Additionally, they created a raft of new tools to help skinning assets. This is a ground-up rework of the rudimentary tools already available in the authoring packages and will provide greater speed and flexibility to the Technical Art Team in their daily workload.
New weapon attachments are starting to make an appearance internally and have required the authoring of a new set of weapon systems and a tools base that can support attachments in the animation packages.
Tech Art made steps to finalize the implementation and pipeline of the new facial customization tech, which was previewed at CitizenCon 2018. They switched the system’s source data format from the CDF-based system (which was used during R&D) to the newer component-based loadout currently used throughout the game. This system allows players’ customized faces to be stored persistently in the database and the corresponding data packets to transfer efficiently over the network and be applied to the correct avatar at runtime. Likewise, it allows all NPCs (every shopkeeper, security guard, civilian and eventually mission givers) to have a unique face built internally by our designers. While R&D on the new ‘DNA’ system was done using male faces, the ‘face pool’ for female characters is being populated and is planned to come online at the same time.
Tech Art also supported the Weapons Team with animation debugging, weapon rigging, in-engine setup, and debugging multiple render and resource compiler issues. They added a new system for weapons in Maya to allow animators to quickly attach different attachments, making it easier for them to author specific animations. They also updated the underlying metasystem in the weapon rigs to help the animators export weapons without double transforms on the root or magazine controls.
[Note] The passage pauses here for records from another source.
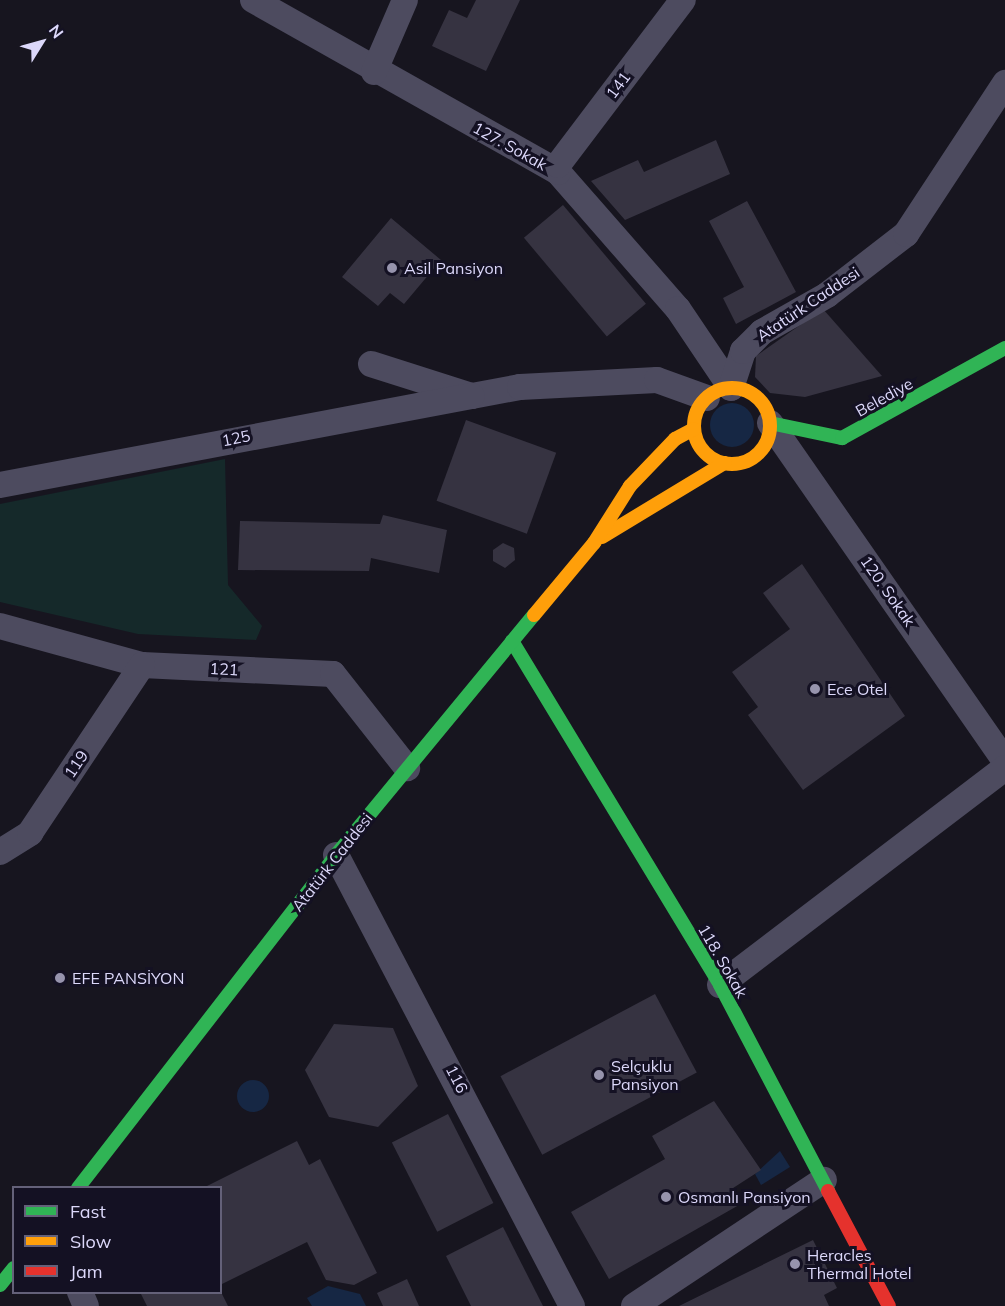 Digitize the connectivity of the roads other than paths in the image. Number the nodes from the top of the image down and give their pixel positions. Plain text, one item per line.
1 (253, 0) edge
2 (405, 0) edge
3 (683, 0) edge
4 (374, 72) junction
5 (1005, 83) edge
6 (558, 172) junction
7 (1005, 348) edge
8 (371, 364) dead end
9 (731, 388) junction
10 (472, 396) junction
11 (707, 398) junction
12 (770, 423) junction
13 (694, 429) junction
14 (724, 463) junction
15 (0, 485) edge
16 (594, 543) junction
17 (0, 626) edge
18 (512, 641) junction
19 (142, 665) junction
20 (1005, 761) edge
21 (407, 768) junction
22 (1005, 768) edge
23 (0, 852) edge
24 (336, 855) junction
25 (720, 985) junction
26 (824, 1180) junction
27 (80, 1186) edge
28 (12, 1271) edge
29 (0, 1285) edge
30 (572, 1306) edge
31 (633, 1306) edge
32 (889, 1306) edge

1 - 4 street, 127. Sokak
2 - 4 street
3 - 6 street, 141
4 - 6 street, 127. Sokak
5 - 9 street, Atatürk Caddesi
6 - 9 street, 127. Sokak
7 - 12 street, Belediye
8 - 10 street
9 - 11 street
9 - 12 street
10 - 11 street, 125
10 - 15 street, 125
11 - 13 street
12 - 14 street
12 - 20 street, 120. Sokak
13 - 14 street
13 - 16 street, Atatürk Caddesi
14 - 16 street, Atatürk Caddesi
16 - 18 street, Atatürk Caddesi
17 - 19 street, 121
18 - 21 street, Atatürk Caddesi
18 - 25 street, 118. Sokak
19 - 21 street, 121
19 - 23 street, 119
21 - 24 street, Atatürk Caddesi
22 - 25 street
24 - 27 street, Atatürk Caddesi
24 - 30 street, 116
25 - 26 street, 118. Sokak
26 - 31 street
26 - 32 street, 118. Sokak
28 - 29 street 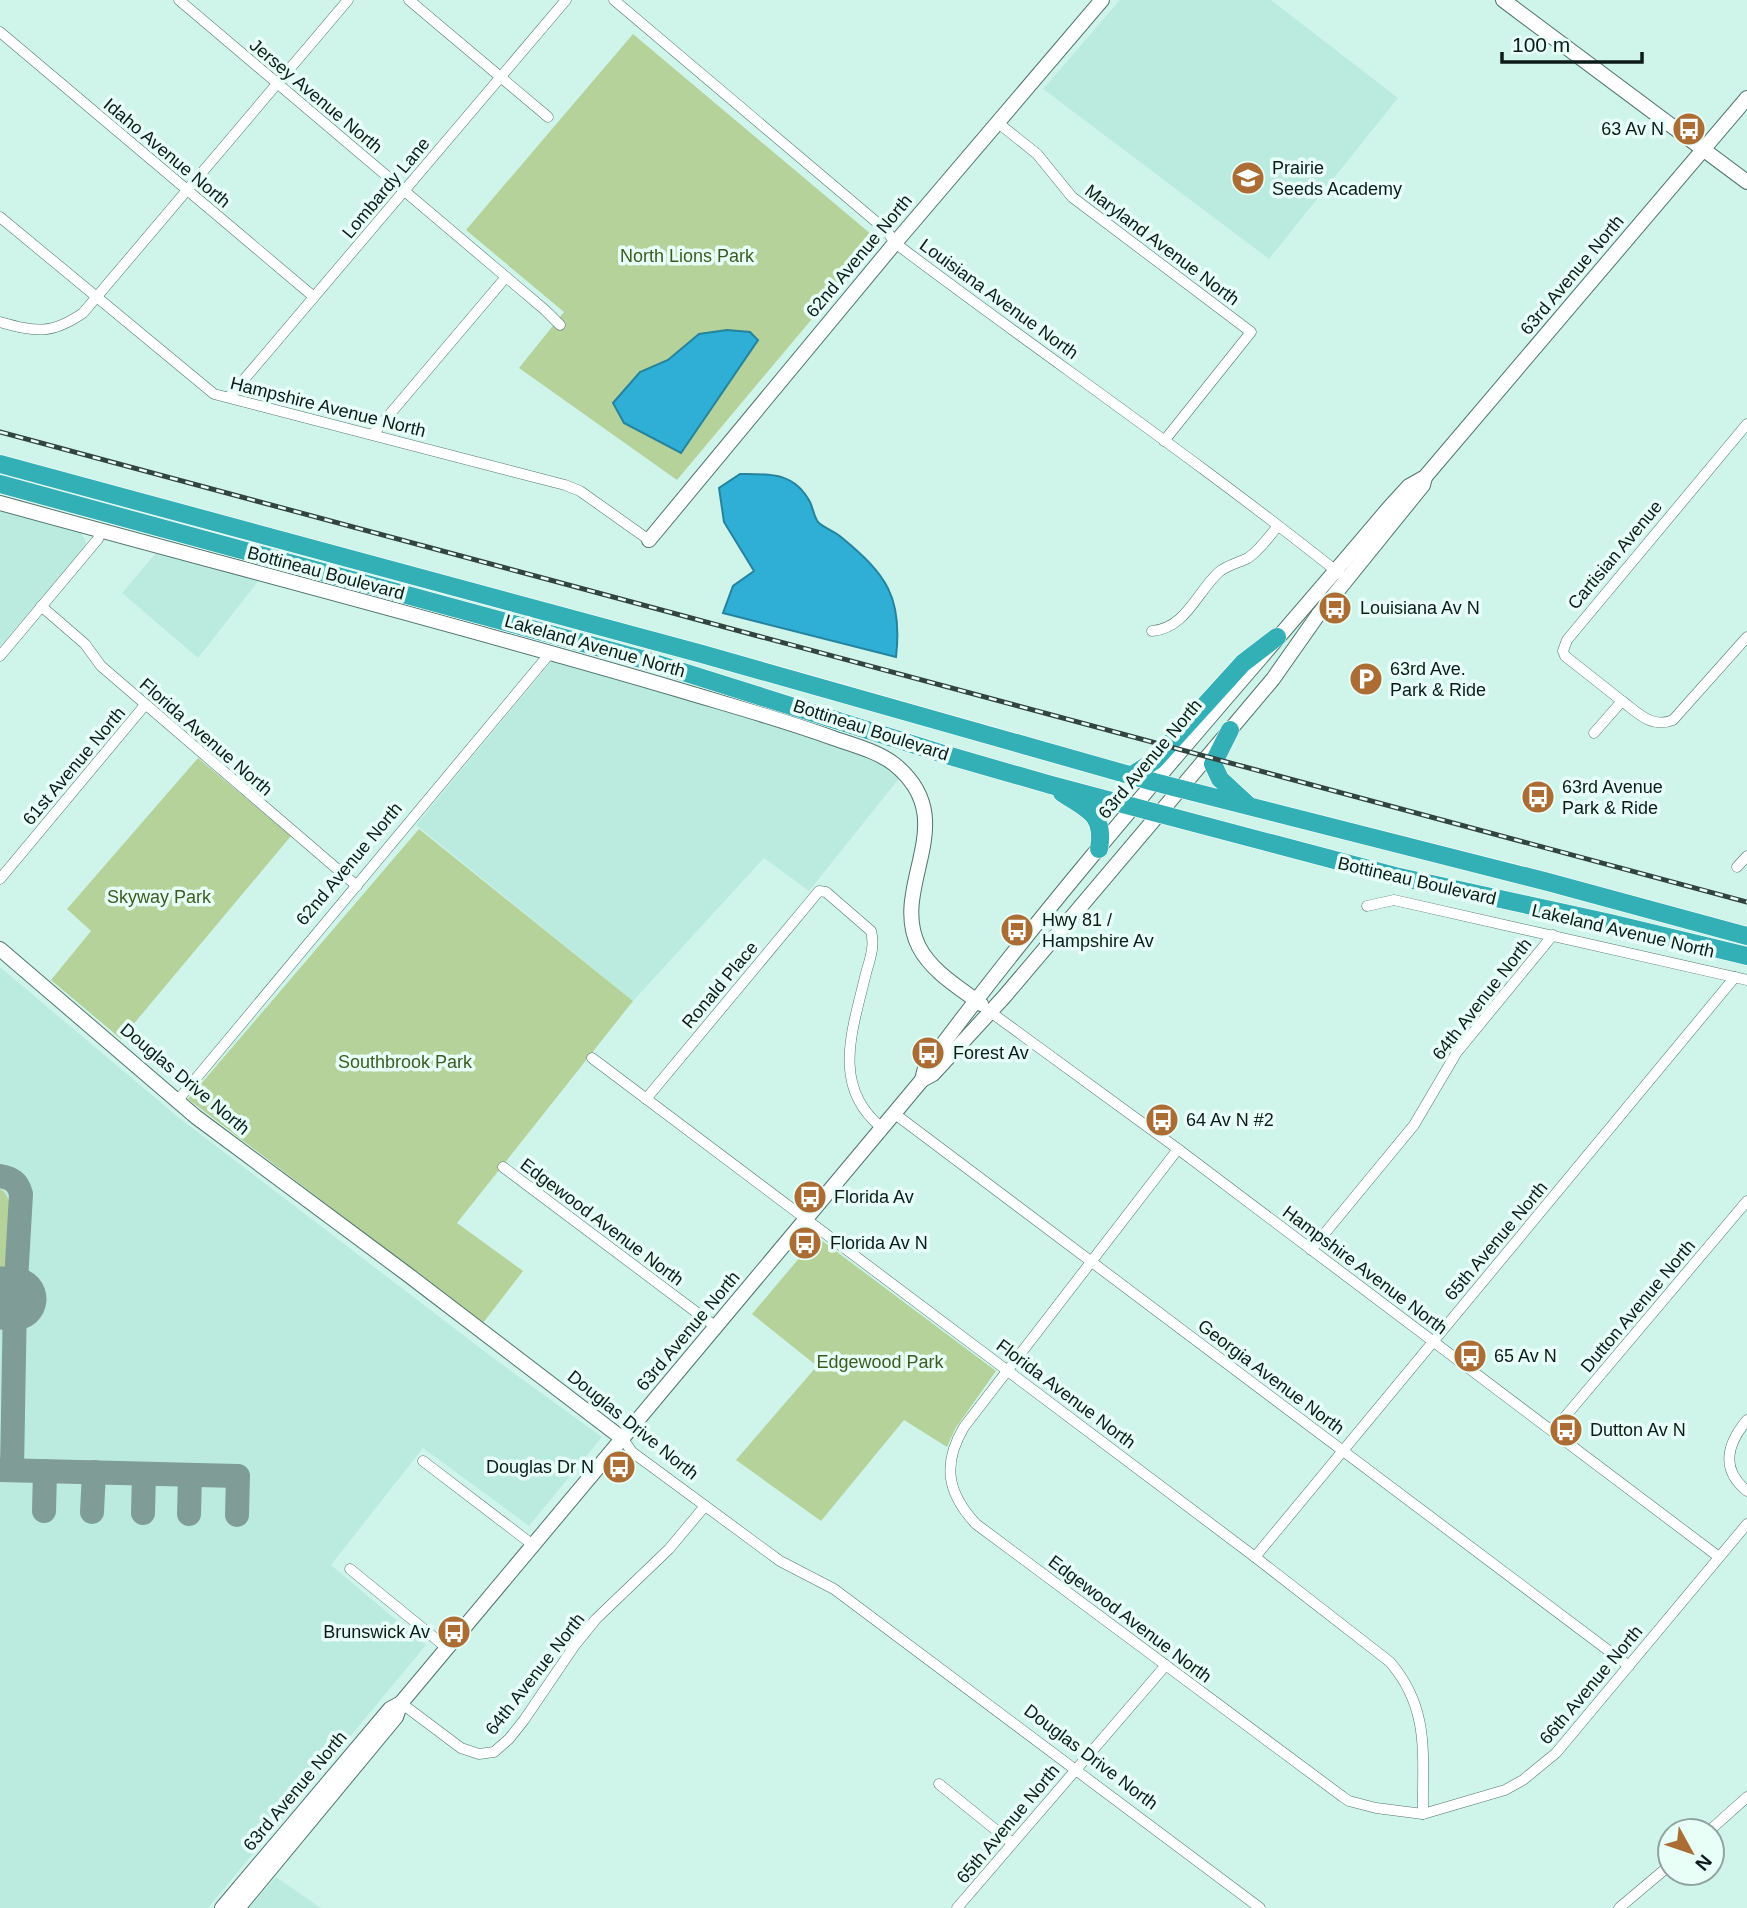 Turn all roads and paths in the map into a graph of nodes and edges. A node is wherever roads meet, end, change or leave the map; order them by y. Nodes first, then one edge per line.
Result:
1 (179, 0) edge
2 (348, 0) edge
3 (409, 0) edge
4 (566, 0) edge
5 (614, 0) edge
6 (1102, 0) edge
7 (1503, 0) edge
8 (0, 32) edge
9 (500, 77) junction
10 (277, 83) junction
11 (1747, 98) edge
12 (548, 117) dead end
13 (997, 122) junction
14 (1704, 150) junction
15 (1747, 182) edge
16 (187, 190) junction
17 (404, 190) junction
18 (0, 217) edge
19 (895, 243) junction
20 (506, 277) junction
21 (314, 297) junction
22 (96, 298) junction
23 (0, 322) edge
24 (560, 325) dead end
25 (230, 396) junction
26 (1747, 424) edge
27 (373, 434) junction
28 (1164, 441) junction
29 (0, 464) edge
30 (0, 484) edge
31 (0, 503) edge
32 (1278, 527) junction
33 (101, 530) junction
34 (649, 540) joint
35 (1341, 575) junction
36 (41, 606) junction
37 (1152, 631) dead end
38 (1277, 637) junction
39 (1747, 637) edge
40 (551, 652) junction
41 (0, 656) edge
42 (1622, 701) junction
43 (145, 705) junction
44 (1230, 730) junction
45 (1594, 733) dead end
46 (1132, 775) junction
47 (1154, 782) junction
48 (1051, 785) junction
49 (1181, 789) junction
50 (1135, 806) junction
51 (1249, 806) junction
52 (1160, 813) junction
53 (1099, 849) junction
54 (1747, 856) edge
55 (1737, 867) dead end
56 (0, 879) edge
57 (357, 886) junction
58 (1367, 906) dead end
59 (1553, 935) junction
60 (1747, 936) edge
61 (0, 949) edge
62 (1747, 956) edge
63 (1735, 977) junction
64 (1747, 980) edge
65 (975, 999) junction
66 (989, 1011) junction
67 (592, 1058) dead end
68 (922, 1080) junction
69 (646, 1099) junction
70 (178, 1100) junction
71 (895, 1114) junction
72 (882, 1128) junction
73 (1178, 1149) junction
74 (503, 1167) dead end
75 (1747, 1201) edge
76 (807, 1219) junction
77 (1311, 1250) junction
78 (1091, 1261) junction
79 (716, 1328) junction
80 (1433, 1341) junction
81 (1007, 1369) junction
82 (1747, 1420) edge
83 (1553, 1432) junction
84 (623, 1439) junction
85 (1342, 1450) junction
86 (423, 1461) dead end
87 (1747, 1491) edge
88 (705, 1506) junction
89 (1747, 1524) edge
90 (533, 1545) junction
91 (1255, 1557) junction
92 (1719, 1558) junction
93 (350, 1569) dead end
94 (447, 1648) junction
95 (1166, 1665) junction
96 (1629, 1666) junction
97 (401, 1703) junction
98 (1075, 1769) junction
99 (939, 1784) dead end
100 (1747, 1797) edge
101 (1423, 1814) junction
102 (1725, 1817) edge
103 (1012, 1843) junction
104 (1656, 1877) edge
105 (222, 1908) edge
106 (239, 1908) edge
107 (957, 1908) edge
108 (1260, 1908) edge
109 (1619, 1908) edge

1 - 10 street, Jersey Avenue North
2 - 10 street
3 - 9 street
4 - 9 street, Lombardy Lane
5 - 19 street, Louisiana Avenue North
6 - 13 street, 62nd Avenue North
7 - 14 street
8 - 16 street, Idaho Avenue North
9 - 12 street
9 - 17 street, Lombardy Lane
10 - 16 street
10 - 17 street, Jersey Avenue North
11 - 14 street, 63rd Avenue North
13 - 19 street, 62nd Avenue North
13 - 28 street, Maryland Avenue North
14 - 15 street
14 - 35 street, 63rd Avenue North
16 - 21 street, Idaho Avenue North
16 - 22 street
17 - 20 street, Jersey Avenue North
17 - 21 street, Lombardy Lane
18 - 22 street, Hampshire Avenue North
19 - 28 street, Louisiana Avenue North
19 - 34 street, 62nd Avenue North
20 - 24 street, Jersey Avenue North
20 - 27 street
21 - 25 street, Lombardy Lane
22 - 23 street
22 - 25 street, Hampshire Avenue North
25 - 27 street, Hampshire Avenue North
26 - 42 street, Cartisian Avenue
27 - 34 street, Hampshire Avenue North
28 - 32 street, Louisiana Avenue North
29 - 46 highway, Bottineau Boulevard
30 - 48 highway, Bottineau Boulevard
31 - 33 street, Lakeland Avenue North
32 - 35 street, Louisiana Avenue North
32 - 37 street
33 - 36 street
33 - 40 street, Lakeland Avenue North
35 - 38 street, 63rd Avenue North
35 - 44 street, 63rd Avenue North
36 - 41 street
36 - 43 street, Florida Avenue North
38 - 46 highway
38 - 47 street, 63rd Avenue North
39 - 42 street
40 - 57 street, 62nd Avenue North
40 - 65 street, Lakeland Avenue North
42 - 45 street
43 - 56 street, 61st Avenue North
43 - 57 street, Florida Avenue North
44 - 49 street, 63rd Avenue North
44 - 51 highway
46 - 47 highway, Bottineau Boulevard
47 - 49 highway, Bottineau Boulevard
47 - 50 street, 63rd Avenue North
48 - 50 highway, Bottineau Boulevard
48 - 53 highway
49 - 51 highway, Bottineau Boulevard
49 - 52 street, 63rd Avenue North
50 - 52 highway, Bottineau Boulevard
50 - 53 street, 63rd Avenue North
51 - 60 highway, Bottineau Boulevard
52 - 62 highway, Bottineau Boulevard
52 - 66 street, 63rd Avenue North
53 - 65 street, 63rd Avenue North
54 - 55 street
57 - 70 street, 62nd Avenue North
58 - 59 street, Lakeland Avenue North
59 - 63 street, Lakeland Avenue North
59 - 77 street, 64th Avenue North
61 - 70 street, Douglas Drive North
63 - 64 street, Lakeland Avenue North
63 - 80 street, 65th Avenue North
65 - 66 street, Lakeland Avenue North
65 - 68 street, 63rd Avenue North
66 - 68 street, 63rd Avenue North
66 - 73 street, Hampshire Avenue North
67 - 69 street, Florida Avenue North
68 - 71 street, 63rd Avenue North
69 - 72 street, Ronald Place
69 - 76 street, Florida Avenue North
70 - 84 street, Douglas Drive North
71 - 72 street, 63rd Avenue North
71 - 78 street, Georgia Avenue North
72 - 76 street, 63rd Avenue North
73 - 77 street, Hampshire Avenue North
73 - 78 street
74 - 79 street, Edgewood Avenue North
75 - 83 street, Dutton Avenue North
76 - 79 street, 63rd Avenue North
76 - 81 street, Florida Avenue North
77 - 80 street, Hampshire Avenue North
78 - 81 street
78 - 85 street, Georgia Avenue North
79 - 84 street, 63rd Avenue North
80 - 83 street, Hampshire Avenue North
80 - 85 street, 65th Avenue North
81 - 91 street, Florida Avenue North
81 - 95 street, Edgewood Avenue North
82 - 87 street
83 - 92 street, Hampshire Avenue North
84 - 88 street, Douglas Drive North
84 - 90 street, 63rd Avenue North
85 - 91 street, 65th Avenue North
85 - 96 street, Georgia Avenue North
86 - 90 street
88 - 97 street, 64th Avenue North
88 - 98 street, Douglas Drive North
89 - 92 street, 66th Avenue North
90 - 94 street, 63rd Avenue North
91 - 101 street, Florida Avenue North
92 - 96 street, 66th Avenue North
93 - 94 street
94 - 97 street, 63rd Avenue North
95 - 98 street, 65th Avenue North
95 - 101 street, Edgewood Avenue North
96 - 101 street, 66th Avenue North
97 - 105 street, 63rd Avenue North
97 - 106 street, 63rd Avenue North
98 - 103 street, 65th Avenue North
98 - 108 street, Douglas Drive North
99 - 103 street
100 - 102 street
103 - 107 street, 65th Avenue North
104 - 109 street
Tech Art also supported the Cinematic Animation Team with various new tools and helped them debug several issues with animations in Maya and the engine. They continued to implement animations into Mannequin to make them available for the designers. They also updated the way cinematic animations are listed for different skeletons to support female players.
The Vehicle Team spent time with SQ42 Design to implement various Subsumption callbacks for mission-specific requirements.
They also completed modifications to the vehicle targeting system so that external items, such as ship engines, can be specifically targeted. Improvements to ship combat systems continued via automated gimbals, HUD improvements to support Ping & Scanning, and the vehicle ‘XML to DataForge’ migration began. Also, a vehicle gimbal aim assist feature is nearing completion.
VFX starting to focus on quality-of-life enhancements to their toolset. For example, a simple interface change with the option to reset an emitter strength curve with the click of a button, instead of having to manually delete each key. Although seemingly a minor thing, it makes a huge difference to productivity in the long run.
They continued to work on gas cloud tech, working even more closely with the art and design teams to make sure it provides them with everything they need to build something as incredible (and huge) as The Coil! This also included continued iteration on lightning effects, making use of the new lightning editor which speeds up the workflow compared to the previous XML set up.
They also began their first pass on the Xi’an ballistic rocket launcher because the trickiest part of this weapon is getting the balance right between traditional ballistic effects and the overtly-sci-fi Xi’an effects.
The Weapon Art Team worked on the Multi-Tool rework, Kastak Arms Ravager-212, and the level 2 and 3 upgrades for the Hurston Dynamics Laser Repeaters. They also made minor adjustments to iron sights on a handful of weapons to improve the sight picture and make them more user-friendly. They completed work on the Behring Sawbuck repeaters and kicked off work on Gemini S71 assault rifle and Kastak Arms Coda pistol.